---- TASK INPUTS
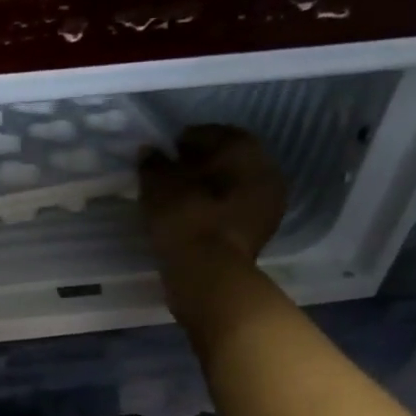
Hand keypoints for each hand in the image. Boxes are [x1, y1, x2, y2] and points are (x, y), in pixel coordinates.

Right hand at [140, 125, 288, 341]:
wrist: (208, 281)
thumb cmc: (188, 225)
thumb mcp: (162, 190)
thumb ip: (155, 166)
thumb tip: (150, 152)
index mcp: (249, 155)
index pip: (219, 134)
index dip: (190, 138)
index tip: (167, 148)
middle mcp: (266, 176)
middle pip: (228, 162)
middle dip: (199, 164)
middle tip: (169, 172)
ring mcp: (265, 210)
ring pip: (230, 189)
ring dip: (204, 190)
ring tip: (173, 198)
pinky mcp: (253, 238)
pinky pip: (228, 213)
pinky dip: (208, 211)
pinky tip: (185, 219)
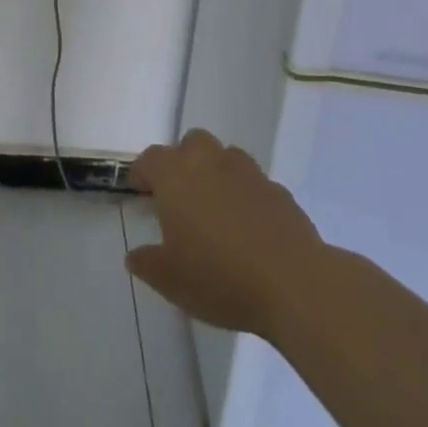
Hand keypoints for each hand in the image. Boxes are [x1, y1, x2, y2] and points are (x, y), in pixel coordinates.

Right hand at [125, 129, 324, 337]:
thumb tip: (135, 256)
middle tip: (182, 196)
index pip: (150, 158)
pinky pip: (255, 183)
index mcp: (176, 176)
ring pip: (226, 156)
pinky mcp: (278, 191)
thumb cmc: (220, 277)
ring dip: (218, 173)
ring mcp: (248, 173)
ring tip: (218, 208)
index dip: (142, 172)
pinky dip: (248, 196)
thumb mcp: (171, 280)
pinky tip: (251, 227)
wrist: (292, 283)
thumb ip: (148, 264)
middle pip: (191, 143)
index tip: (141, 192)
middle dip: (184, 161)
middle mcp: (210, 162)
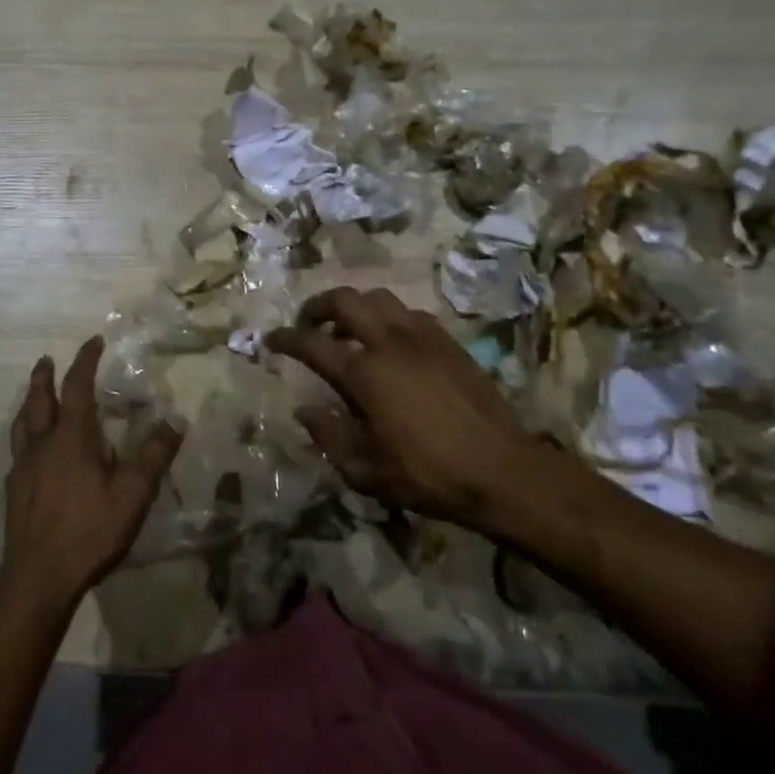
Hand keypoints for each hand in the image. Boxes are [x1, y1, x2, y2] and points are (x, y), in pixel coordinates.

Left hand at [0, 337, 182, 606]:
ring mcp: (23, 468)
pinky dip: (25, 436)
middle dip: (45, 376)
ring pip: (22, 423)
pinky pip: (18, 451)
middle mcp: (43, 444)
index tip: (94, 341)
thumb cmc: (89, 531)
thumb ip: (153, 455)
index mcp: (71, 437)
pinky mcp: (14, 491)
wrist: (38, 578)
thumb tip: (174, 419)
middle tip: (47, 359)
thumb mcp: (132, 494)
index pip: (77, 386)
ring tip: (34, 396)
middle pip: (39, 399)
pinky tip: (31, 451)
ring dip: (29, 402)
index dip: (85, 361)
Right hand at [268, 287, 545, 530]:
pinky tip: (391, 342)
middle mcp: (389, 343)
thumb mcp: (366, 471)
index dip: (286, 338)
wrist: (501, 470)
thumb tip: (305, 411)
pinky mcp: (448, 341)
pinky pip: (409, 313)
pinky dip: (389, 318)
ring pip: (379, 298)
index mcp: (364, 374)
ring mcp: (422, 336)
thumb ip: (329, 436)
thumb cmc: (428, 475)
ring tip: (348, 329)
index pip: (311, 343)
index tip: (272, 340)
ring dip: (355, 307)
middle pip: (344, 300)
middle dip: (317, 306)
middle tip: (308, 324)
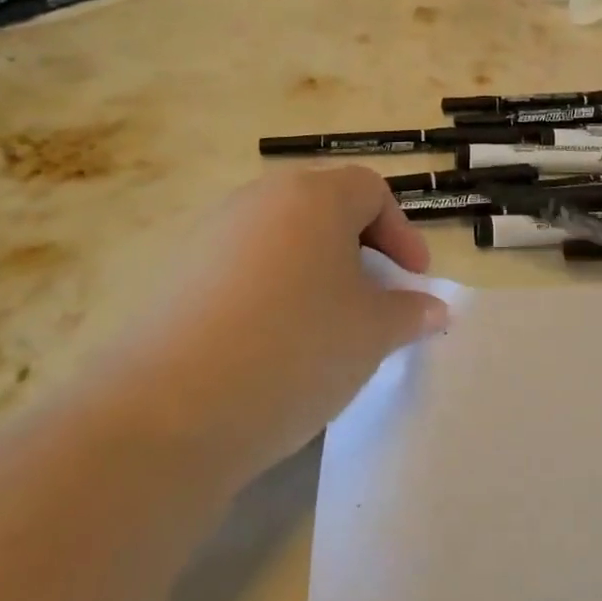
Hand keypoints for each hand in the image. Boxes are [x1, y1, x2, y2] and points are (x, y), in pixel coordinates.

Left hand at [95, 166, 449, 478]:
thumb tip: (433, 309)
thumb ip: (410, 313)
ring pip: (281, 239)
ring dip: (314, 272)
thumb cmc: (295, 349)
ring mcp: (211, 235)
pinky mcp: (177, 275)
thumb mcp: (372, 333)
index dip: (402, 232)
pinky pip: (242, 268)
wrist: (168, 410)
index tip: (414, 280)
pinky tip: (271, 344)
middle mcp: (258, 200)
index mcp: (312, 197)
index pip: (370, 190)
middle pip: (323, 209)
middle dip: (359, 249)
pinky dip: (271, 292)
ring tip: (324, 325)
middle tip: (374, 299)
--------
* [ASSIGNMENT] With the pictures left out, transcribe exactly the lines from the line holding "index dip: (286, 338)" through the closing line of the entries.

* [WRITTEN ANSWER]
index dip: (286, 338)
wrist: (501, 470)
thumb tip: (305, 411)
pinky mcp: (448, 341)
pinky pip: (409, 313)
pinky dip: (389, 318)
ring pip: (379, 298)
index mcp: (364, 374)
ring mcp: (422, 336)
thumb ip: (329, 436)
thumb cmc: (428, 475)
ring tip: (348, 329)
index pip: (311, 343)
index tip: (272, 340)
ring dip: (355, 307)
middle pip: (344, 300)
middle dip: (317, 306)
middle tip: (308, 324)
Hand keypoints for each hand in the image. Boxes are [x1, y1, x2, y2] and points are (x, y), in pixel coordinates.

Left hand at [95, 166, 449, 478]:
thumb tip: (433, 309)
thumb ip: (410, 313)
ring pip: (281, 239)
ring dip: (314, 272)
thumb cmc: (295, 349)
ring mcp: (211, 235)
pinky mcp: (177, 275)
thumb mcp: (372, 333)
index dip: (402, 232)
pinky pip: (242, 268)
wrist: (168, 410)
index tip: (414, 280)
pinky tip: (271, 344)
middle mcp: (258, 200)
index mcp: (312, 197)
index pip: (370, 190)
middle pip: (323, 209)
middle dip: (359, 249)
pinky dip: (271, 292)
ring tip: (324, 325)
middle tip: (374, 299)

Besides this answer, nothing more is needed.